++++ PROVIDED MATERIAL ++++

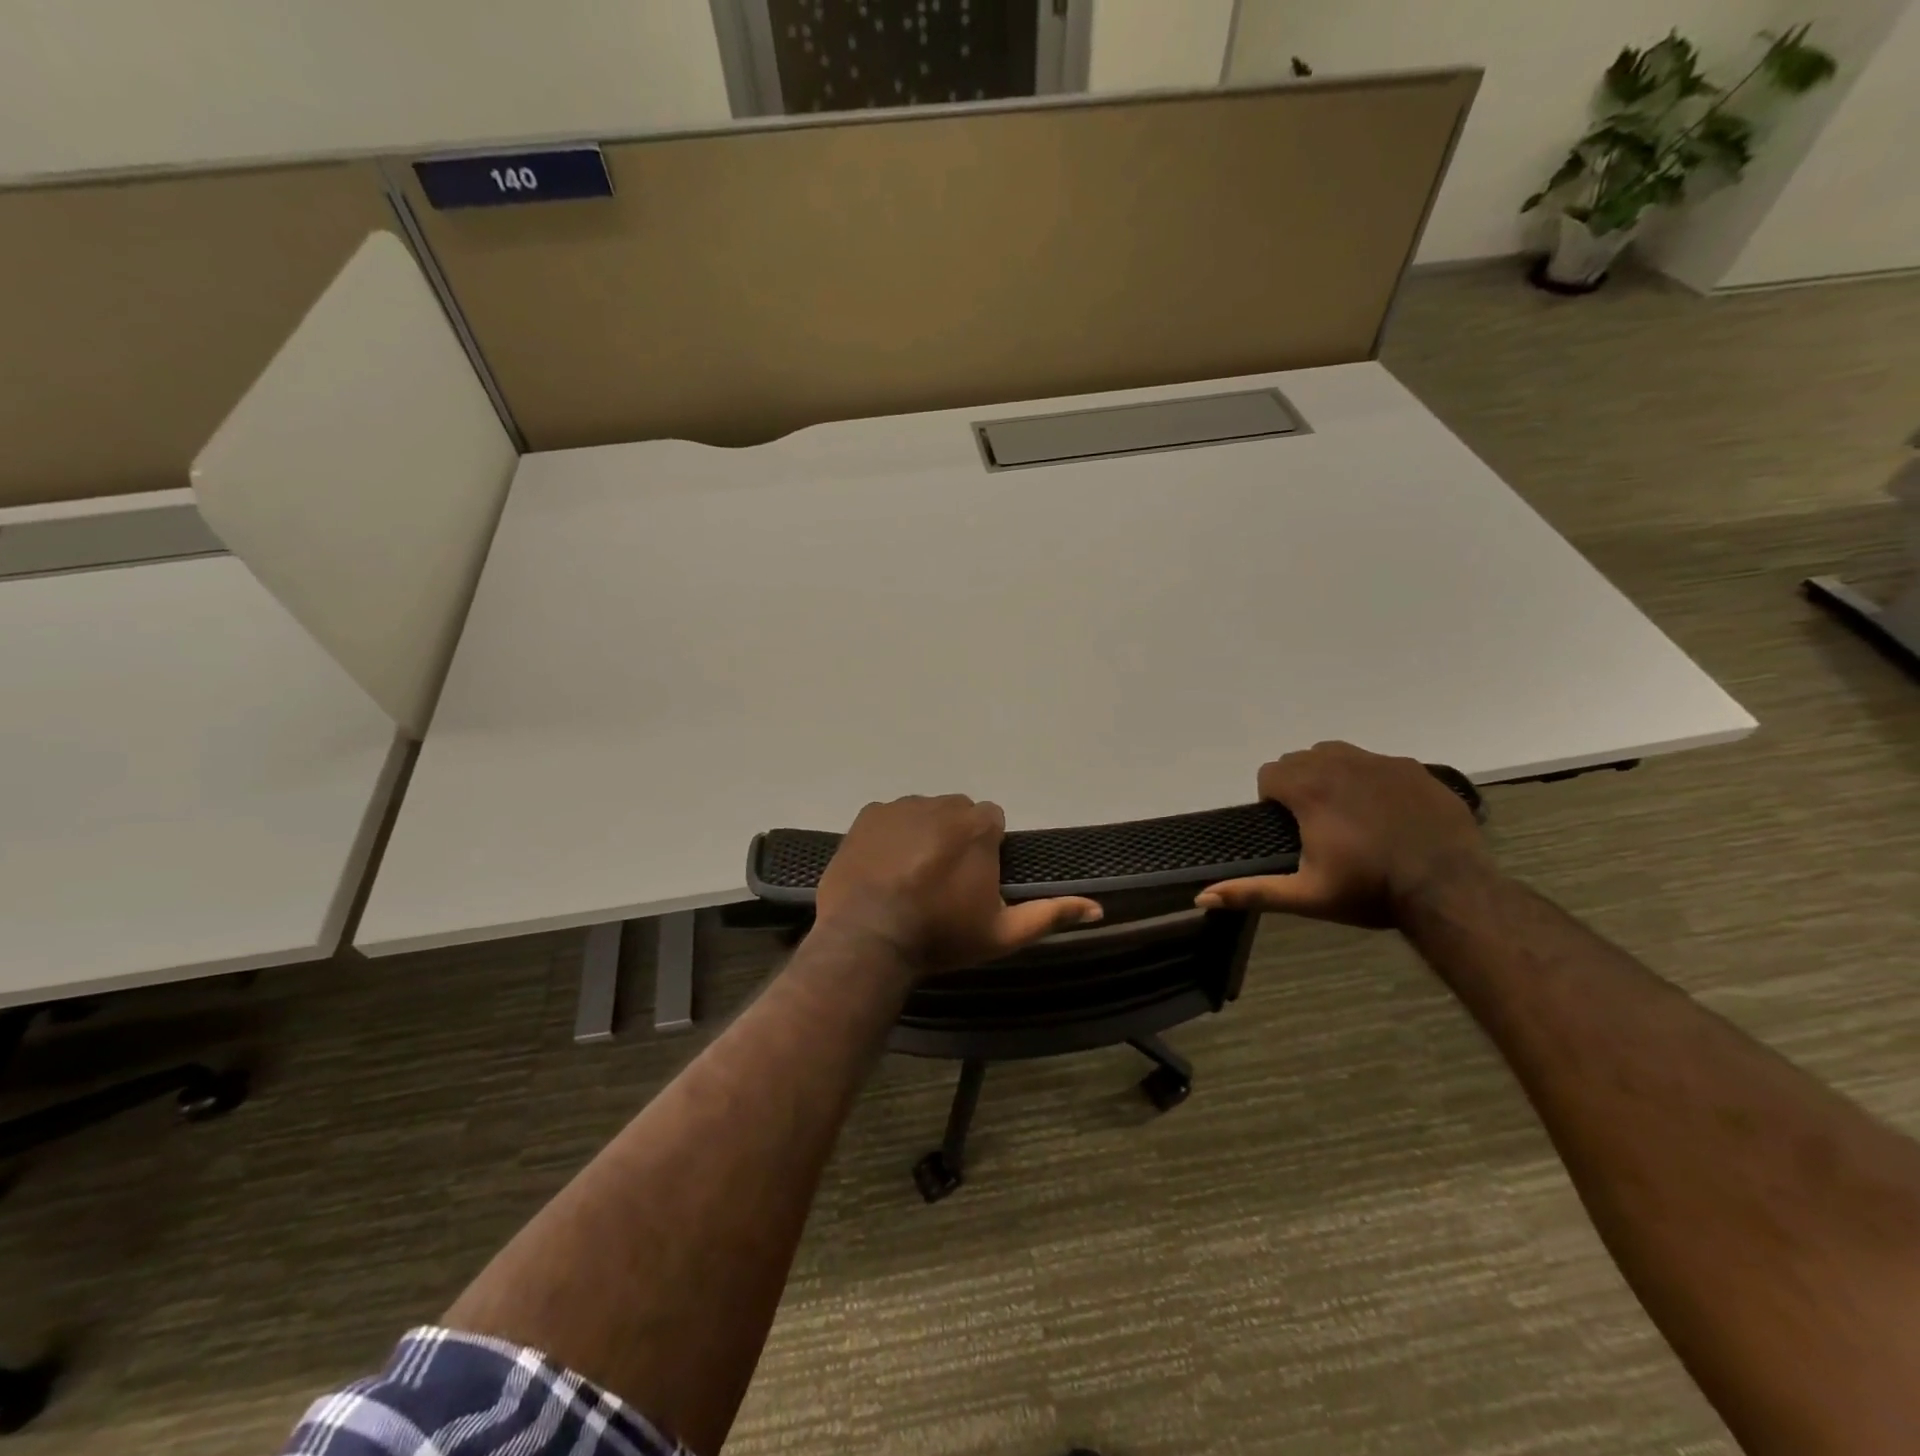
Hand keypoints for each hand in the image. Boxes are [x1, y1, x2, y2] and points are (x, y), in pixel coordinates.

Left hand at [815, 795, 1102, 975]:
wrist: (867, 938)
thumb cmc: (941, 935)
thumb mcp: (1002, 933)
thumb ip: (1050, 915)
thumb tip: (1098, 908)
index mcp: (977, 826)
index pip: (992, 820)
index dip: (986, 848)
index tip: (974, 879)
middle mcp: (942, 804)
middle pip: (957, 813)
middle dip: (955, 837)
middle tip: (942, 880)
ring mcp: (900, 807)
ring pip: (922, 813)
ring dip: (922, 834)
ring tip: (908, 876)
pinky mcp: (867, 815)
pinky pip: (888, 817)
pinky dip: (889, 835)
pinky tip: (882, 868)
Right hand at [1196, 742, 1492, 928]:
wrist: (1450, 890)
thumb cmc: (1370, 891)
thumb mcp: (1306, 896)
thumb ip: (1252, 891)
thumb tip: (1201, 897)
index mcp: (1309, 790)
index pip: (1270, 773)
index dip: (1271, 798)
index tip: (1288, 827)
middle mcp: (1341, 764)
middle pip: (1301, 758)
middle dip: (1299, 783)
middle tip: (1315, 824)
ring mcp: (1382, 763)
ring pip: (1339, 753)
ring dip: (1331, 774)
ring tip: (1348, 812)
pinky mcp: (1415, 769)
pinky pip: (1378, 762)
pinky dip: (1371, 780)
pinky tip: (1387, 813)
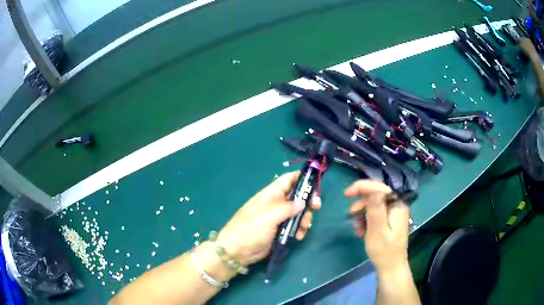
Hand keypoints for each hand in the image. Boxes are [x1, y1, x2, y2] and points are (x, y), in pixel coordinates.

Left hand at [216, 172, 320, 265]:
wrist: (237, 252)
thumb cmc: (250, 229)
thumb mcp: (268, 216)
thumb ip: (287, 208)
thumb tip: (302, 202)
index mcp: (271, 194)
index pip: (288, 179)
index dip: (302, 178)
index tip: (316, 184)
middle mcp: (276, 204)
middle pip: (297, 196)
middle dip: (308, 201)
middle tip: (317, 207)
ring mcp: (279, 218)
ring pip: (299, 212)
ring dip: (305, 219)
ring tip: (303, 229)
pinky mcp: (280, 231)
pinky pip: (295, 226)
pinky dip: (299, 230)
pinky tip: (298, 237)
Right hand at [345, 180, 410, 272]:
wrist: (390, 267)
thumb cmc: (384, 251)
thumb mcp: (377, 231)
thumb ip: (375, 209)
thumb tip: (373, 190)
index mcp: (397, 205)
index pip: (379, 188)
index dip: (362, 187)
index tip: (346, 194)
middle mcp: (397, 205)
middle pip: (375, 195)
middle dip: (361, 205)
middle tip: (350, 216)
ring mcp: (393, 213)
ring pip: (373, 205)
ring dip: (361, 215)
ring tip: (357, 229)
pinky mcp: (389, 220)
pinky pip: (374, 214)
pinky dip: (365, 220)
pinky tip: (361, 231)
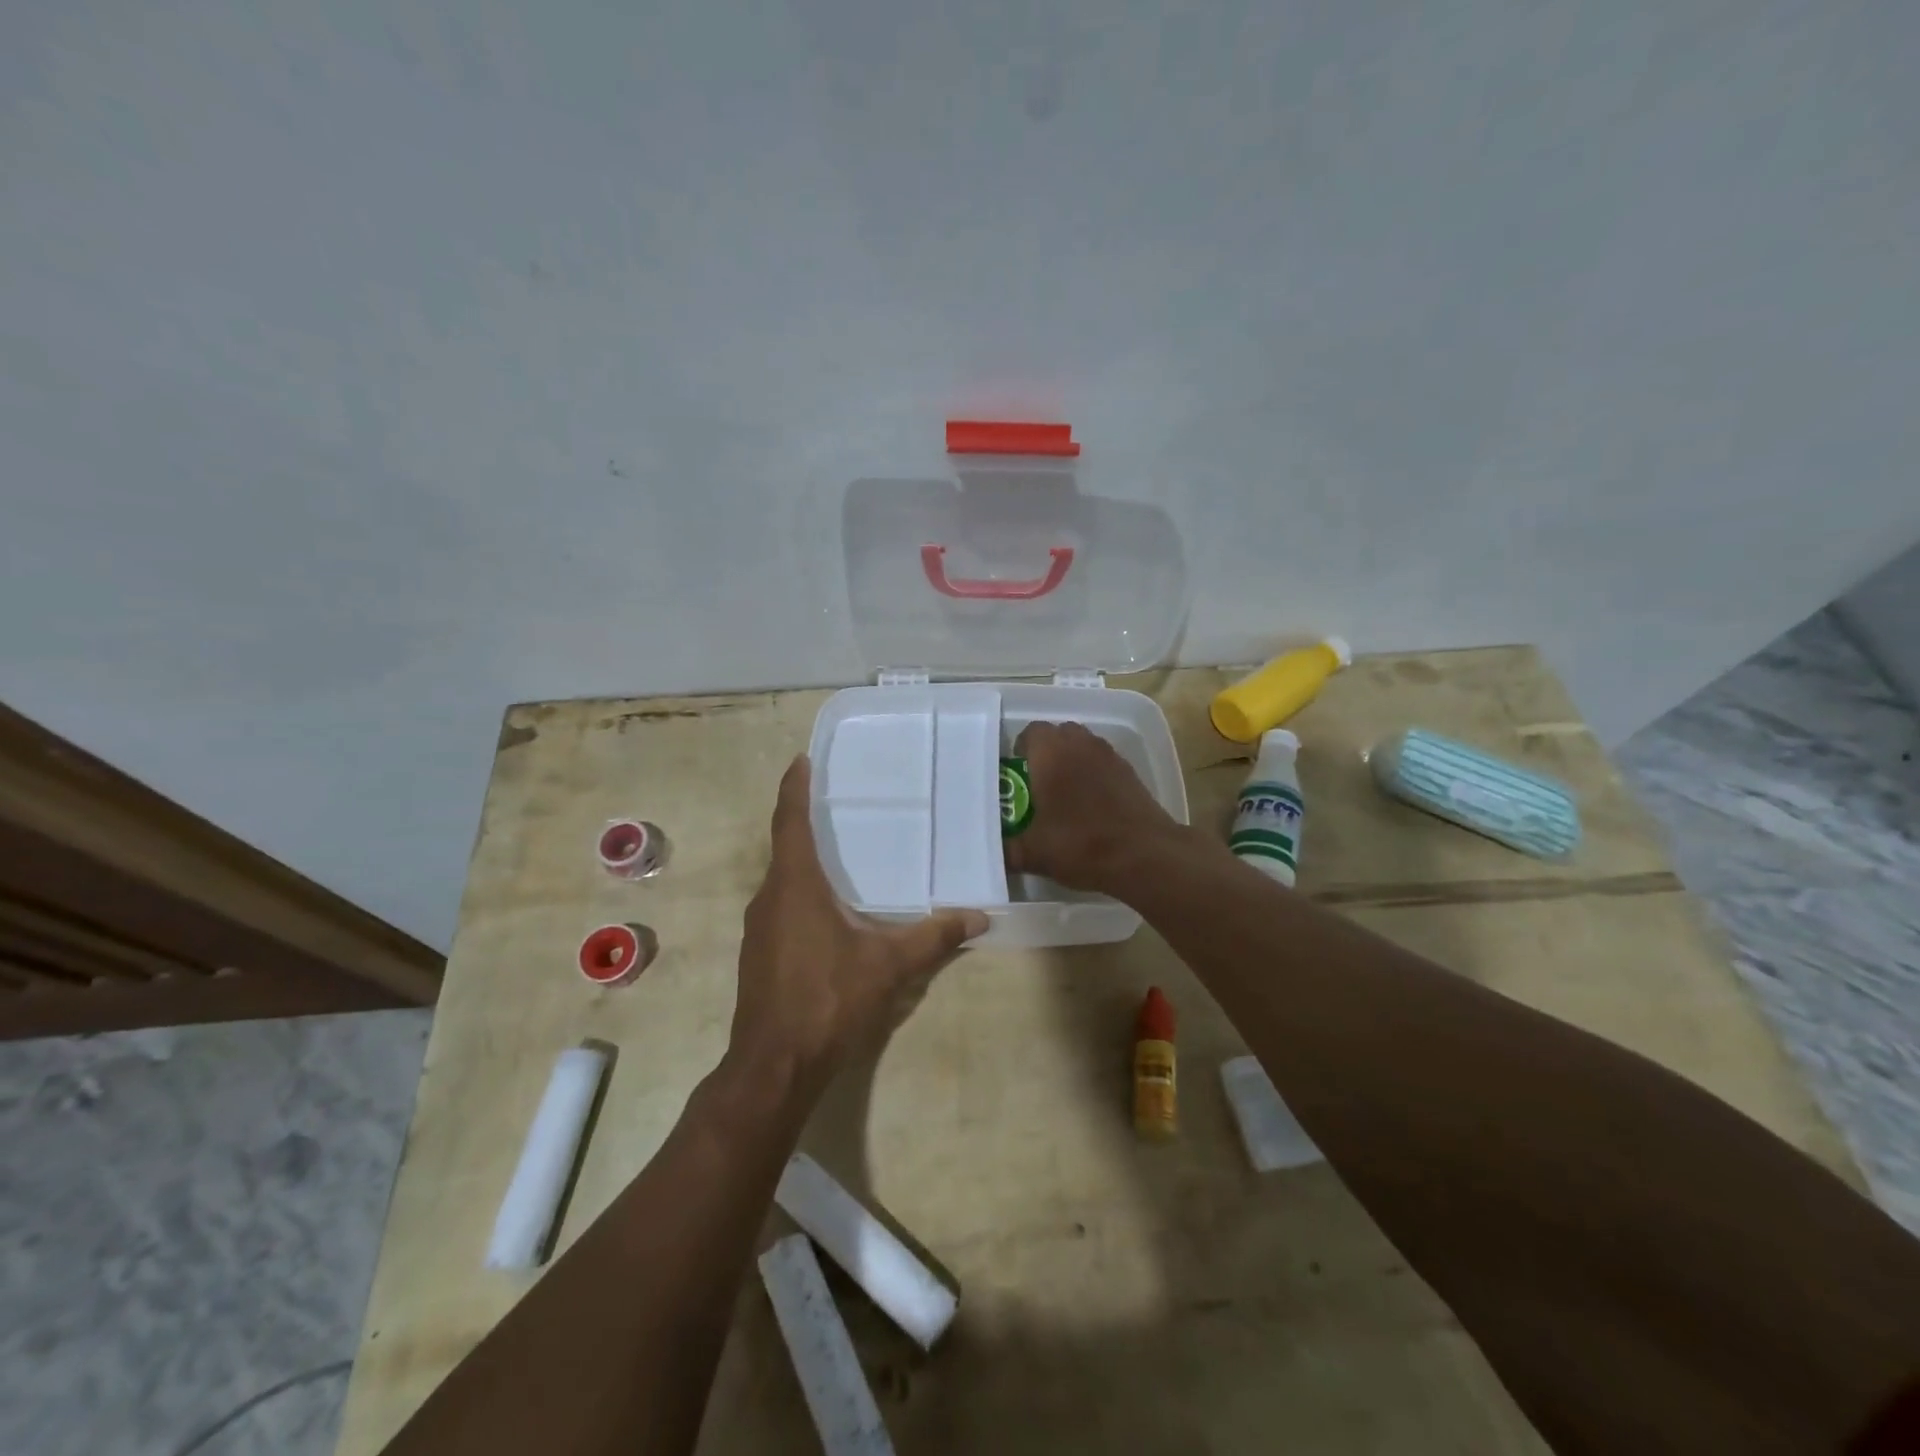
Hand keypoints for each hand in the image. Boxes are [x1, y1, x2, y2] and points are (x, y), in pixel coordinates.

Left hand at [727, 756, 986, 1097]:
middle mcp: (769, 898)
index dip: (794, 788)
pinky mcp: (758, 954)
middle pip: (784, 847)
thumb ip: (933, 938)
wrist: (774, 1065)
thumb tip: (979, 917)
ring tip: (838, 853)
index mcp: (795, 886)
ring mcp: (758, 928)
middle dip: (805, 822)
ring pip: (781, 880)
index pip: (789, 822)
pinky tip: (827, 910)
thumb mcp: (888, 966)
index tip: (800, 760)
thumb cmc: (828, 1000)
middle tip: (837, 804)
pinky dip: (800, 893)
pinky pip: (780, 906)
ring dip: (803, 861)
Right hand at [1004, 721, 1186, 892]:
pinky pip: (1104, 762)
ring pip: (1084, 745)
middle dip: (1047, 752)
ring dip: (1073, 760)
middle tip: (1039, 782)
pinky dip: (1095, 773)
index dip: (1021, 749)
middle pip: (1059, 733)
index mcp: (1050, 754)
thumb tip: (993, 854)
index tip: (1017, 774)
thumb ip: (1008, 851)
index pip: (1031, 732)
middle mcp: (1080, 745)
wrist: (1144, 855)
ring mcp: (1109, 756)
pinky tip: (1092, 804)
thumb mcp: (1034, 854)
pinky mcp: (1131, 772)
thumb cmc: (1081, 845)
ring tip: (1066, 792)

++++

• WORK INSTRUCTION: Start with the line above that contains "thumb cmc: (828, 1000)" and stop after the line that contains "index mcp: (1050, 754)". Output those lines exactly, and only those.

• EXERCISE OUTPUT:
thumb cmc: (828, 1000)
middle tip: (837, 804)
pinky dip: (800, 893)
pinky pip: (780, 906)
ring dip: (803, 861)
Right hand at [1004, 721, 1186, 892]:
pinky pip: (1104, 762)
ring pip: (1084, 745)
middle dip: (1047, 752)
ring dip: (1073, 760)
middle tip: (1039, 782)
pinky dip: (1095, 773)
index dip: (1021, 749)
middle pip: (1059, 733)
index mcp: (1050, 754)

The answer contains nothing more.